**Extracted information:**
□ □ □ □ □ □ □

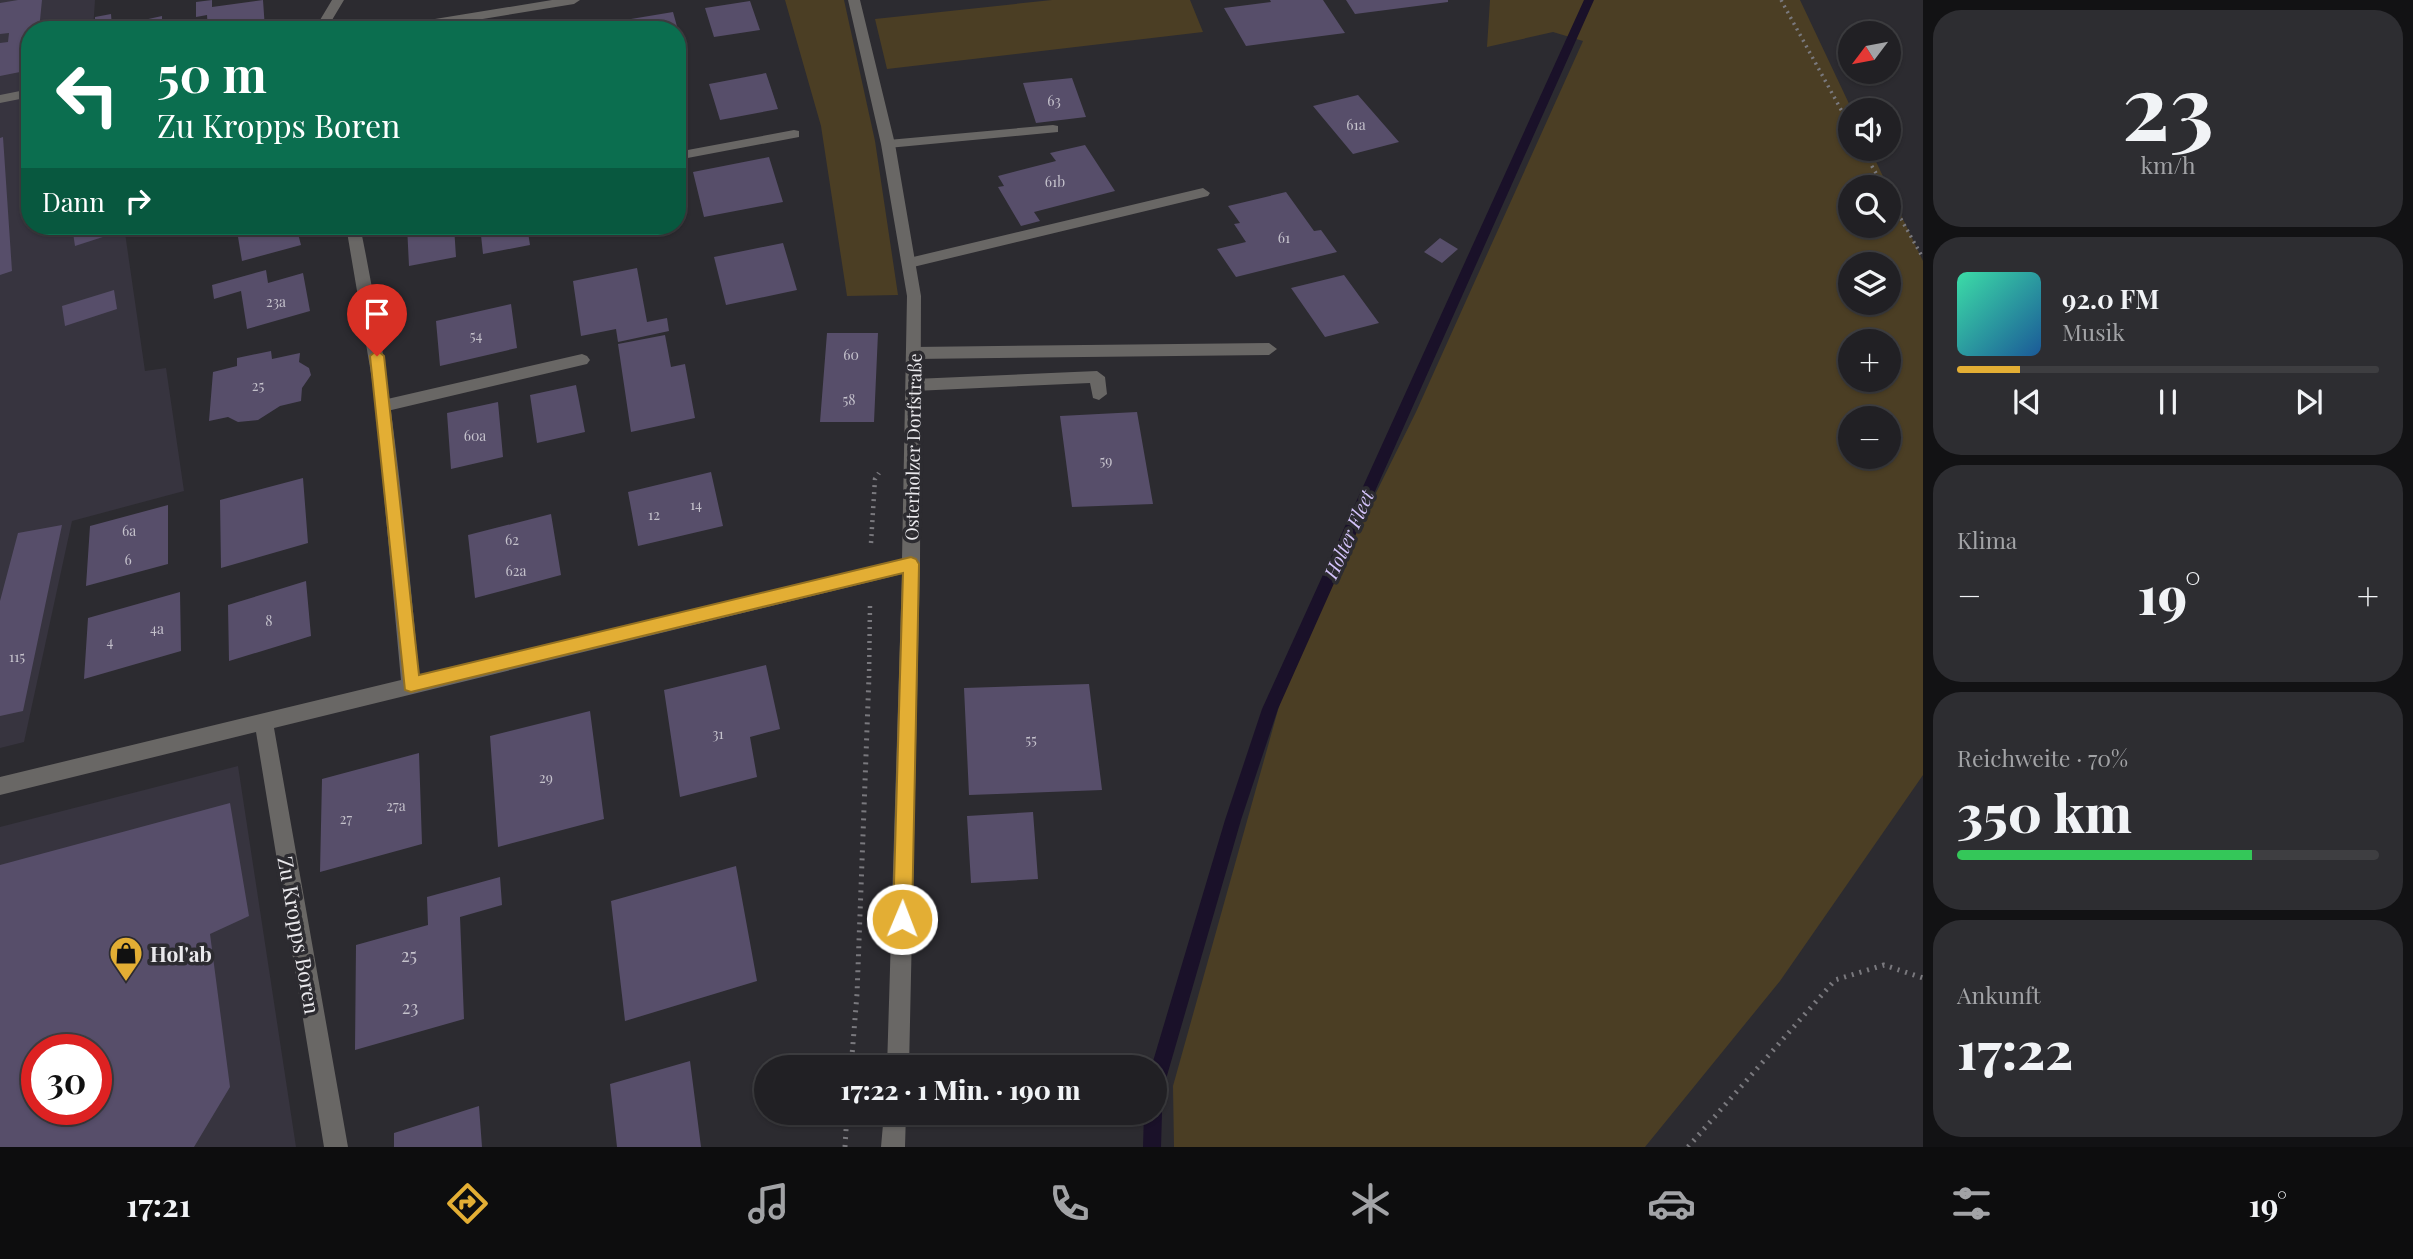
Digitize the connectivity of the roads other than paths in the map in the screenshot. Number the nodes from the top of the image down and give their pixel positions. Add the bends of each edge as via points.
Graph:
1 (338, 0) edge
2 (574, 0) edge
3 (854, 0) edge
4 (325, 21) edge
5 (447, 21) edge
6 (21, 95) edge
7 (0, 99) edge
8 (1054, 129) dead end
9 (794, 134) dead end
10 (888, 144) junction
11 (686, 154) edge
12 (1203, 193) dead end
13 (355, 235) edge
14 (909, 263) junction
15 (1269, 349) dead end
16 (914, 353) junction
17 (582, 360) dead end
18 (914, 384) junction
19 (1099, 394) dead end
20 (383, 406) junction
21 (911, 564) junction
22 (411, 685) junction
23 (264, 723) junction
24 (0, 786) edge
25 (898, 1055) edge
26 (894, 1125) edge
27 (336, 1147) edge
28 (893, 1147) edge

1 - 4 street
2 - 5 street
3 - 10 street, Osterholzer Dorfstraße
6 - 7 street
8 - 10 street
9 - 11 street
10 - 14 street, Osterholzer Dorfstraße
12 - 14 street
13 - 20 street via 371,305
14 - 16 street, Osterholzer Dorfstraße
15 - 16 street
16 - 18 street, Osterholzer Dorfstraße
17 - 20 street
18 - 19 street via 1097,377
18 - 21 street, Osterholzer Dorfstraße
20 - 22 street
21 - 22 street
21 - 25 street, Osterholzer Dorfstraße
22 - 23 street
23 - 24 street
23 - 27 street, Zu Kropps Boren
26 - 28 street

□ □ □ □ □ □ □

Would you retype all the material above exactly, apart from its pictures?

Digitize the connectivity of the roads other than paths in the map in the screenshot. Number the nodes from the top of the image down and give their pixel positions. Add the bends of each edge as via points.
Graph:
1 (338, 0) edge
2 (574, 0) edge
3 (854, 0) edge
4 (325, 21) edge
5 (447, 21) edge
6 (21, 95) edge
7 (0, 99) edge
8 (1054, 129) dead end
9 (794, 134) dead end
10 (888, 144) junction
11 (686, 154) edge
12 (1203, 193) dead end
13 (355, 235) edge
14 (909, 263) junction
15 (1269, 349) dead end
16 (914, 353) junction
17 (582, 360) dead end
18 (914, 384) junction
19 (1099, 394) dead end
20 (383, 406) junction
21 (911, 564) junction
22 (411, 685) junction
23 (264, 723) junction
24 (0, 786) edge
25 (898, 1055) edge
26 (894, 1125) edge
27 (336, 1147) edge
28 (893, 1147) edge

1 - 4 street
2 - 5 street
3 - 10 street, Osterholzer Dorfstraße
6 - 7 street
8 - 10 street
9 - 11 street
10 - 14 street, Osterholzer Dorfstraße
12 - 14 street
13 - 20 street via 371,305
14 - 16 street, Osterholzer Dorfstraße
15 - 16 street
16 - 18 street, Osterholzer Dorfstraße
17 - 20 street
18 - 19 street via 1097,377
18 - 21 street, Osterholzer Dorfstraße
20 - 22 street
21 - 22 street
21 - 25 street, Osterholzer Dorfstraße
22 - 23 street
23 - 24 street
23 - 27 street, Zu Kropps Boren
26 - 28 street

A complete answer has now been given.